TASK BRIEF >>
Every record should be restated exactly, with no images included.

RECORDS FOR PROCESSING >>
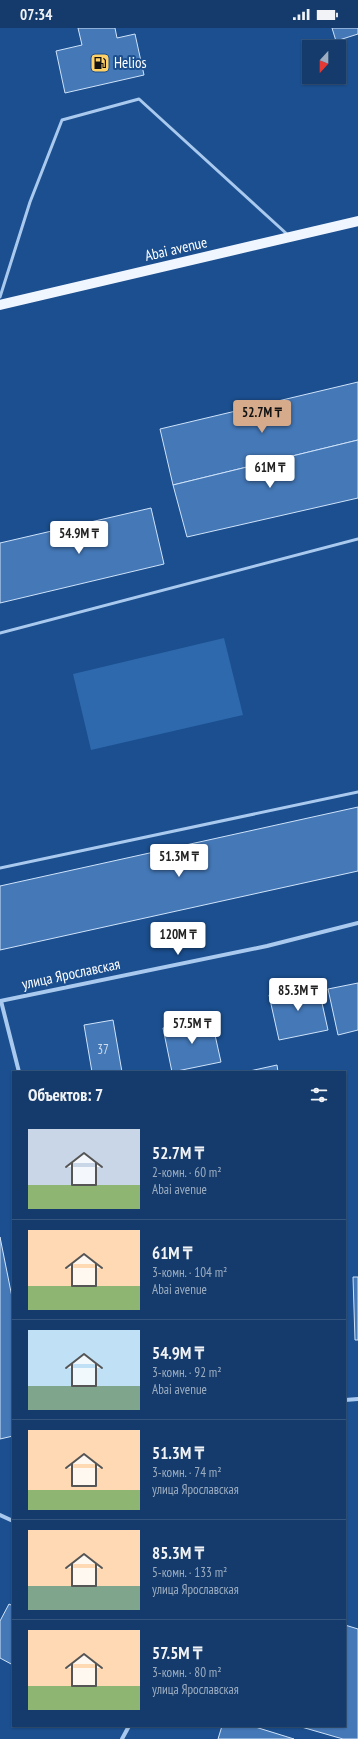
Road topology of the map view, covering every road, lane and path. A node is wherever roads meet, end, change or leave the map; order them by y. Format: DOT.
graph roads {
  1 [pos="358,221"];
  2 [pos="291,238"];
  3 [pos="0,297"];
  4 [pos="0,305"];
  5 [pos="358,539"];
  6 [pos="0,633"];
  7 [pos="358,792"];
  8 [pos="0,868"];
  9 [pos="358,923"];
  10 [pos="0,1001"];
  11 [pos="19,1071"];
  12 [pos="358,1399"];
  13 [pos="346,1400"];
  14 [pos="0,1515"];
  15 [pos="12,1521"];
  16 [pos="128,1727"];
  17 [pos="122,1739"];
  1 -- 2 [label="main road, Abai avenue"];
  2 -- 3 [label="lane"];
  2 -- 4 [label="main road, Abai avenue"];
  5 -- 6 [label="lane"];
  7 -- 8 [label="lane"];
  9 -- 10 [label="street, улица Ярославская"];
  10 -- 11 [label="street"];
  12 -- 13 [label="street"];
  14 -- 15 [label="street"];
  16 -- 17 [label="street"];
}
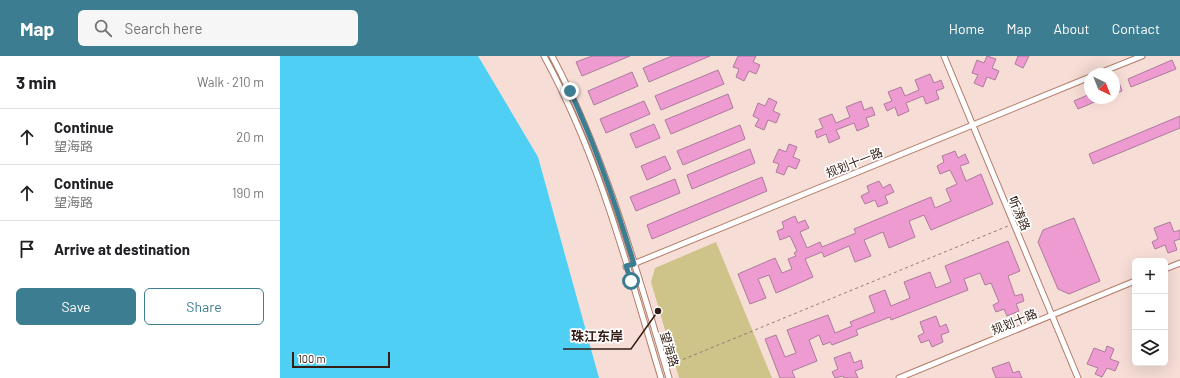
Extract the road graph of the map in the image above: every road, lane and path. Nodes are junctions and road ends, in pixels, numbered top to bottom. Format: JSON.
{"nodes":[{"id":1,"x":544,"y":56,"type":"edge"},
{"id":2,"x":552,"y":56,"type":"edge"},
{"id":3,"x":944,"y":56,"type":"edge"},
{"id":4,"x":1142,"y":56,"type":"edge"},
{"id":5,"x":1112,"y":68,"type":"edge"},
{"id":6,"x":1084,"y":79,"type":"edge"},
{"id":7,"x":972,"y":125,"type":"junction"},
{"id":8,"x":1014,"y":223,"type":"junction"},
{"id":9,"x":1180,"y":263,"type":"edge"},
{"id":10,"x":634,"y":264,"type":"junction"},
{"id":11,"x":626,"y":266,"type":"junction"},
{"id":12,"x":1168,"y":268,"type":"edge"},
{"id":13,"x":1132,"y":282,"type":"edge"},
{"id":14,"x":1052,"y":316,"type":"junction"},
{"id":15,"x":665,"y":367,"type":"junction"},
{"id":16,"x":660,"y":378,"type":"edge"},
{"id":17,"x":669,"y":378,"type":"edge"},
{"id":18,"x":899,"y":378,"type":"edge"},
{"id":19,"x":1078,"y":378,"type":"edge"}],
"edges":[{"from":1,"to":11,"type":"street","name":"望海路"},
{"from":2,"to":10,"type":"street","name":"望海路"},
{"from":3,"to":7,"type":"street","name":"听涛路"},
{"from":4,"to":5,"type":"street"},
{"from":6,"to":7,"type":"street","name":"规划十一路"},
{"from":7,"to":8,"type":"street","name":"听涛路"},
{"from":7,"to":10,"type":"street","name":"规划十一路"},
{"from":8,"to":14,"type":"street","name":"听涛路"},
{"from":8,"to":15,"type":"path"},
{"from":9,"to":12,"type":"street"},
{"from":10,"to":11,"type":"street","name":"规划十一路"},
{"from":10,"to":15,"type":"street","name":"望海路"},
{"from":11,"to":16,"type":"street","name":"望海路"},
{"from":13,"to":14,"type":"street","name":"规划十路"},
{"from":14,"to":18,"type":"street","name":"规划十路"},
{"from":14,"to":19,"type":"street","name":"听涛路"},
{"from":15,"to":17,"type":"street","name":"望海路"}]}
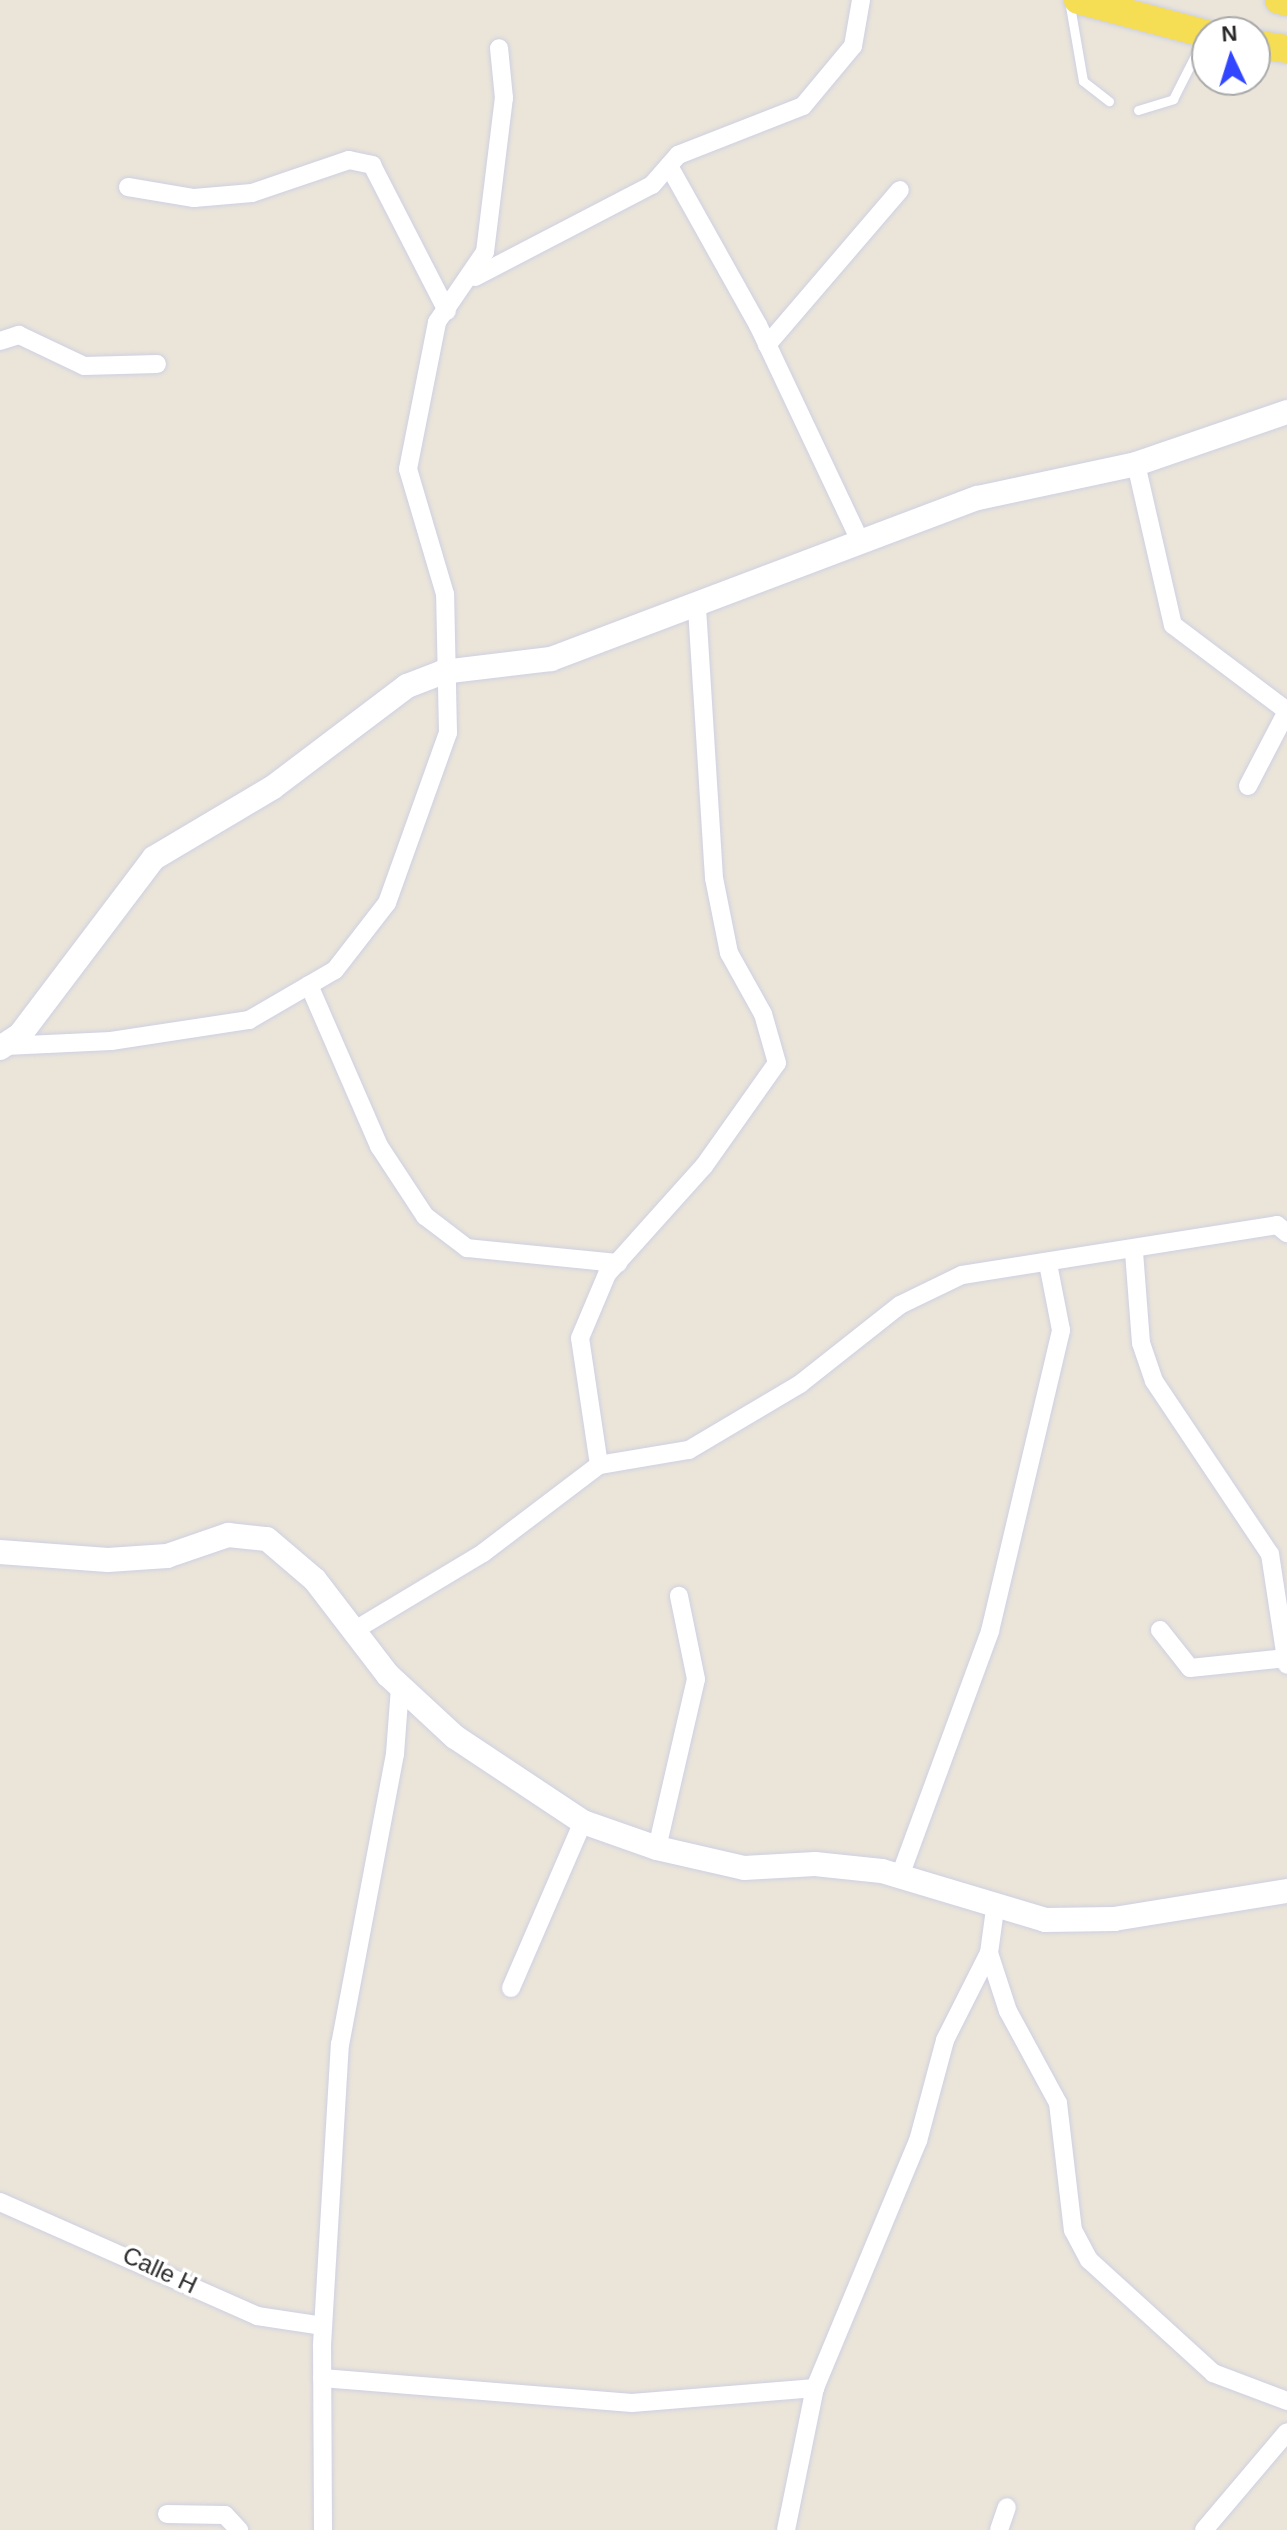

RESPONSE TO THIS TASK >>
Road topology of the map view, covering every road, lane and path. A node is wherever roads meet, end, change or leave the map; order them by y. Format: DOT.
graph roads {
  1 [pos="358,221"];
  2 [pos="291,238"];
  3 [pos="0,297"];
  4 [pos="0,305"];
  5 [pos="358,539"];
  6 [pos="0,633"];
  7 [pos="358,792"];
  8 [pos="0,868"];
  9 [pos="358,923"];
  10 [pos="0,1001"];
  11 [pos="19,1071"];
  12 [pos="358,1399"];
  13 [pos="346,1400"];
  14 [pos="0,1515"];
  15 [pos="12,1521"];
  16 [pos="128,1727"];
  17 [pos="122,1739"];
  1 -- 2 [label="main road, Abai avenue"];
  2 -- 3 [label="lane"];
  2 -- 4 [label="main road, Abai avenue"];
  5 -- 6 [label="lane"];
  7 -- 8 [label="lane"];
  9 -- 10 [label="street, улица Ярославская"];
  10 -- 11 [label="street"];
  12 -- 13 [label="street"];
  14 -- 15 [label="street"];
  16 -- 17 [label="street"];
}
Extract the road graph of the map in the image above: every road, lane and path. Nodes are junctions and road ends, in pixels, numbered top to bottom. Format: JSON.
{"nodes":[{"id":1,"x":544,"y":56,"type":"edge"},
{"id":2,"x":552,"y":56,"type":"edge"},
{"id":3,"x":944,"y":56,"type":"edge"},
{"id":4,"x":1142,"y":56,"type":"edge"},
{"id":5,"x":1112,"y":68,"type":"edge"},
{"id":6,"x":1084,"y":79,"type":"edge"},
{"id":7,"x":972,"y":125,"type":"junction"},
{"id":8,"x":1014,"y":223,"type":"junction"},
{"id":9,"x":1180,"y":263,"type":"edge"},
{"id":10,"x":634,"y":264,"type":"junction"},
{"id":11,"x":626,"y":266,"type":"junction"},
{"id":12,"x":1168,"y":268,"type":"edge"},
{"id":13,"x":1132,"y":282,"type":"edge"},
{"id":14,"x":1052,"y":316,"type":"junction"},
{"id":15,"x":665,"y":367,"type":"junction"},
{"id":16,"x":660,"y":378,"type":"edge"},
{"id":17,"x":669,"y":378,"type":"edge"},
{"id":18,"x":899,"y":378,"type":"edge"},
{"id":19,"x":1078,"y":378,"type":"edge"}],
"edges":[{"from":1,"to":11,"type":"street","name":"望海路"},
{"from":2,"to":10,"type":"street","name":"望海路"},
{"from":3,"to":7,"type":"street","name":"听涛路"},
{"from":4,"to":5,"type":"street"},
{"from":6,"to":7,"type":"street","name":"规划十一路"},
{"from":7,"to":8,"type":"street","name":"听涛路"},
{"from":7,"to":10,"type":"street","name":"规划十一路"},
{"from":8,"to":14,"type":"street","name":"听涛路"},
{"from":8,"to":15,"type":"path"},
{"from":9,"to":12,"type":"street"},
{"from":10,"to":11,"type":"street","name":"规划十一路"},
{"from":10,"to":15,"type":"street","name":"望海路"},
{"from":11,"to":16,"type":"street","name":"望海路"},
{"from":13,"to":14,"type":"street","name":"规划十路"},
{"from":14,"to":18,"type":"street","name":"规划十路"},
{"from":14,"to":19,"type":"street","name":"听涛路"},
{"from":15,"to":17,"type":"street","name":"望海路"}]}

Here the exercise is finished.